Explain what “no defiers” means in this context and what its implications are for the identification of treatment effects.
(2 pts)

**Note**: This question will be manually graded.

YOUR ANSWER HERE

**5.** Assuming the no defiers assumption is satisfied,  calculate the share of “always-takers,” which is given by the probability of bingeing when assigned to not receive a message. (You can calculate this value by dividing the number of learners who binged without receiving a message to the total number of learners in the no message group.) Assign the value to the variable `at_share2_5` and ensure that its data type is float. (Round to four decimal places.) (1 pt)

In [None]:
# YOUR CODE HERE
raise NotImplementedError()

In [None]:
# Hidden Tests, checking value of at_share2_5

**6.** Similarly, calculate the share of “never-takers”, which is given by the probability of not bingeing when assigned to receiving a message. Assign the value to the variable `nt_share2_6` and ensure that its data type is float. (Round to four decimal places.) (1 pt)

In [None]:
# YOUR CODE HERE
raise NotImplementedError()

In [None]:
# Hidden Tests, checking value of nt_share2_6.

**7.** ITT effects divided by the difference in compliance rates between the two groups (i.e. the effect of the instrument on the treatment) captures the causal effect of bingeing on compliers who binged as a result of the experiment. That is, the IV estimate we are interested in is equal to the reduced form divided by the first stage. Calculate the IV estimate manually, that is, divide the reduced form coefficient from Part 2, Question 3a (rounded to four decimal places) by the first stage coefficient from Part 2, Question 2a (rounded to four decimal places). Assign the value to the variable `answer2_7` and ensure that its data type is float. (Round to four decimal places.) (1 pt)

In [None]:
# YOUR CODE HERE
raise NotImplementedError()

In [None]:
# Hidden Tests, checking value of answer2_7.

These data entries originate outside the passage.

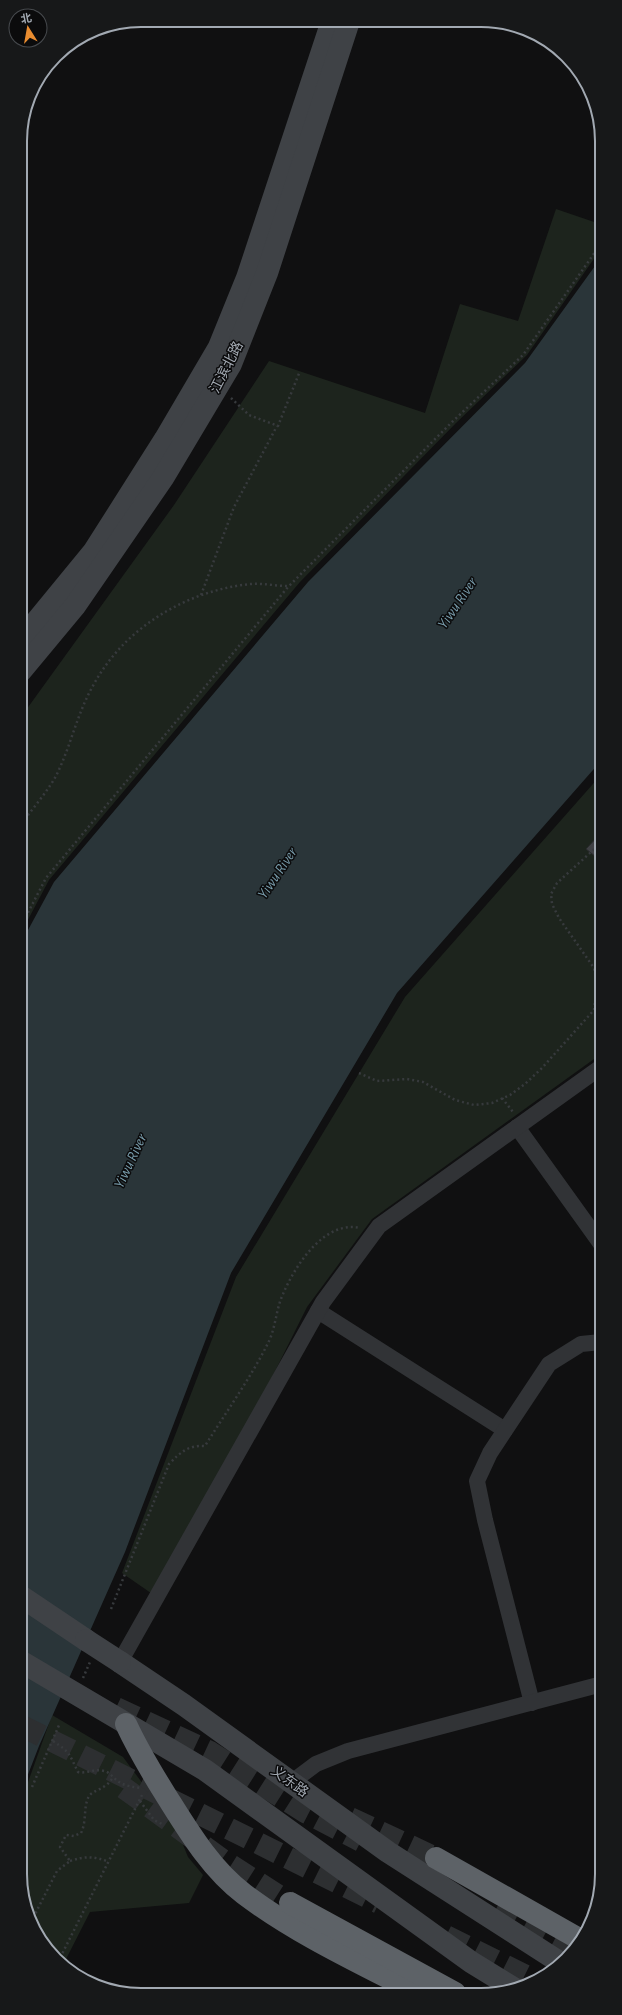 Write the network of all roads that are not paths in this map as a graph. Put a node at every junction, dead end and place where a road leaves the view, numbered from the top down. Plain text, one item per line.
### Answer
1 (330, 27) edge
2 (346, 27) edge
3 (27, 633) edge
4 (27, 664) edge
5 (595, 1071) edge
6 (517, 1127) junction
7 (595, 1236) edge
8 (318, 1311) junction
9 (595, 1343) edge
10 (505, 1430) junction
11 (27, 1599) edge
12 (120, 1662) junction
13 (27, 1664) edge
14 (595, 1686) edge
15 (532, 1703) junction
16 (126, 1724) junction
17 (292, 1782) junction
18 (436, 1858) tunnel mouth
19 (290, 1903) tunnel mouth
20 (576, 1937) edge
21 (556, 1960) edge
22 (508, 1985) edge
23 (409, 1988) edge
24 (446, 1988) edge

1 - 3 main road, 江滨北路
2 - 4 main road, 江滨北路
5 - 6 street
6 - 7 street
6 - 8 street
8 - 10 street
8 - 12 street
9 - 10 street
10 - 15 street
11 - 12 main road, 义东路, bridge
12 - 17 main road, 义东路
13 - 16 main road
14 - 15 street
15 - 17 street
16 - 22 main road
16 - 23 highway
17 - 21 main road, 义东路
18 - 20 highway
19 - 24 highway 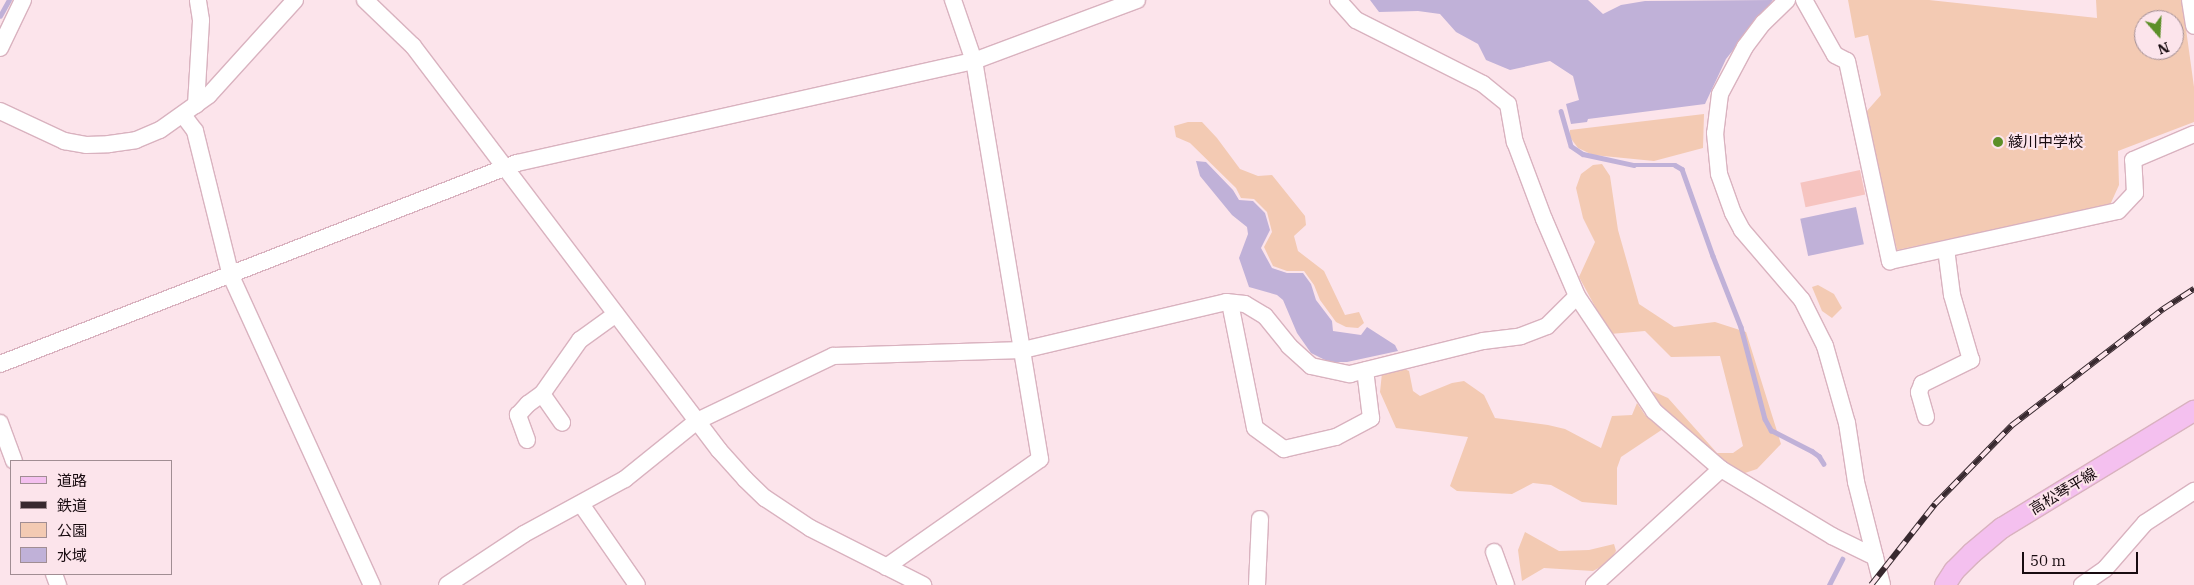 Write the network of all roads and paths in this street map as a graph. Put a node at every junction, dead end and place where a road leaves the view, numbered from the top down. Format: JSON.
{"nodes":[{"id":1,"x":23,"y":0,"type":"edge"},
{"id":2,"x":198,"y":0,"type":"edge"},
{"id":3,"x":295,"y":0,"type":"edge"},
{"id":4,"x":365,"y":0,"type":"edge"},
{"id":5,"x":953,"y":0,"type":"edge"},
{"id":6,"x":1137,"y":0,"type":"edge"},
{"id":7,"x":1338,"y":0,"type":"edge"},
{"id":8,"x":1786,"y":0,"type":"edge"},
{"id":9,"x":1804,"y":0,"type":"edge"},
{"id":10,"x":2190,"y":0,"type":"edge"},
{"id":11,"x":2194,"y":26,"type":"edge"},
{"id":12,"x":0,"y":48,"type":"edge"},
{"id":13,"x":974,"y":61,"type":"junction"},
{"id":14,"x":196,"y":105,"type":"junction"},
{"id":15,"x":0,"y":111,"type":"edge"},
{"id":16,"x":183,"y":115,"type":"junction"},
{"id":17,"x":2194,"y":134,"type":"edge"},
{"id":18,"x":506,"y":168,"type":"junction"},
{"id":19,"x":1946,"y":249,"type":"junction"},
{"id":20,"x":231,"y":276,"type":"junction"},
{"id":21,"x":1577,"y":296,"type":"junction"},
{"id":22,"x":1230,"y":303,"type":"junction"},
{"id":23,"x":616,"y":314,"type":"junction"},
{"id":24,"x":1023,"y":350,"type":"junction"},
{"id":25,"x":0,"y":364,"type":"edge"},
{"id":26,"x":1365,"y":370,"type":"junction"},
{"id":27,"x":542,"y":394,"type":"junction"},
{"id":28,"x":2194,"y":411,"type":"edge"},
{"id":29,"x":1926,"y":416,"type":"dead end"},
{"id":30,"x":697,"y":421,"type":"junction"},
{"id":31,"x":0,"y":423,"type":"edge"},
{"id":32,"x":562,"y":423,"type":"dead end"},
{"id":33,"x":527,"y":440,"type":"dead end"},
{"id":34,"x":14,"y":460,"type":"edge"},
{"id":35,"x":1721,"y":469,"type":"junction"},
{"id":36,"x":2194,"y":492,"type":"edge"},
{"id":37,"x":581,"y":504,"type":"junction"},
{"id":38,"x":1260,"y":519,"type":"dead end"},
{"id":39,"x":1494,"y":552,"type":"dead end"},
{"id":40,"x":1875,"y":557,"type":"junction"},
{"id":41,"x":886,"y":567,"type":"junction"},
{"id":42,"x":910,"y":583,"type":"edge"},
{"id":43,"x":372,"y":585,"type":"edge"},
{"id":44,"x":447,"y":585,"type":"edge"},
{"id":45,"x":637,"y":585,"type":"edge"},
{"id":46,"x":1257,"y":585,"type":"edge"},
{"id":47,"x":1506,"y":585,"type":"edge"},
{"id":48,"x":1594,"y":585,"type":"edge"},
{"id":49,"x":1882,"y":585,"type":"edge"},
{"id":50,"x":1945,"y":585,"type":"edge"},
{"id":51,"x":2082,"y":585,"type":"edge"}],
"edges":[{"from":1,"to":12,"type":"street"},
{"from":2,"to":14,"type":"street"},
{"from":3,"to":14,"type":"street"},
{"from":4,"to":18,"type":"street"},
{"from":5,"to":13,"type":"street"},
{"from":6,"to":13,"type":"street"},
{"from":7,"to":21,"type":"street"},
{"from":8,"to":40,"type":"street"},
{"from":9,"to":19,"type":"street"},
{"from":10,"to":11,"type":"street"},
{"from":13,"to":18,"type":"street"},
{"from":13,"to":24,"type":"street"},
{"from":14,"to":16,"type":"street"},
{"from":15,"to":16,"type":"street"},
{"from":16,"to":20,"type":"street"},
{"from":17,"to":19,"type":"street"},
{"from":18,"to":20,"type":"street"},
{"from":18,"to":23,"type":"street"},
{"from":19,"to":29,"type":"street"},
{"from":20,"to":25,"type":"street"},
{"from":20,"to":43,"type":"street"},
{"from":21,"to":26,"type":"street"},
{"from":21,"to":35,"type":"street"},
{"from":22,"to":24,"type":"street"},
{"from":22,"to":26,"type":"street"},
{"from":22,"to":26,"type":"street"},
{"from":23,"to":27,"type":"street"},
{"from":23,"to":30,"type":"street"},
{"from":24,"to":30,"type":"street"},
{"from":24,"to":41,"type":"street"},
{"from":27,"to":32,"type":"street"},
{"from":27,"to":33,"type":"street"},
{"from":28,"to":50,"type":"main road","name":"高松琴平線"},
{"from":30,"to":37,"type":"street"},
{"from":30,"to":41,"type":"street"},
{"from":31,"to":34,"type":"street"},
{"from":35,"to":40,"type":"street"},
{"from":35,"to":48,"type":"street"},
{"from":36,"to":51,"type":"street"},
{"from":37,"to":44,"type":"street"},
{"from":37,"to":45,"type":"street"},
{"from":38,"to":46,"type":"street"},
{"from":39,"to":47,"type":"street"},
{"from":40,"to":49,"type":"street"},
{"from":41,"to":42,"type":"street"}]}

**8.** In order to obtain a measure of the precision of our IV estimate we want to use the 2SLS method. Using robust standard errors, run a two-stage least squares regression, where the outcome variable is *complete*, the instrumented variable is *binge* and the instrument is the variable *message*. Use the IV2SLS module from the linearmodels library. Assign the results using the `.fit()` method to the variable `iv2sls2_8`. (2 pts)

**Note**: Be sure to remove any NAs from the dataframe before proceeding. 

In [None]:
# YOUR CODE HERE
raise NotImplementedError()

In [None]:
# Hidden Tests, checking the coefficients and standard errors of iv2sls2_8.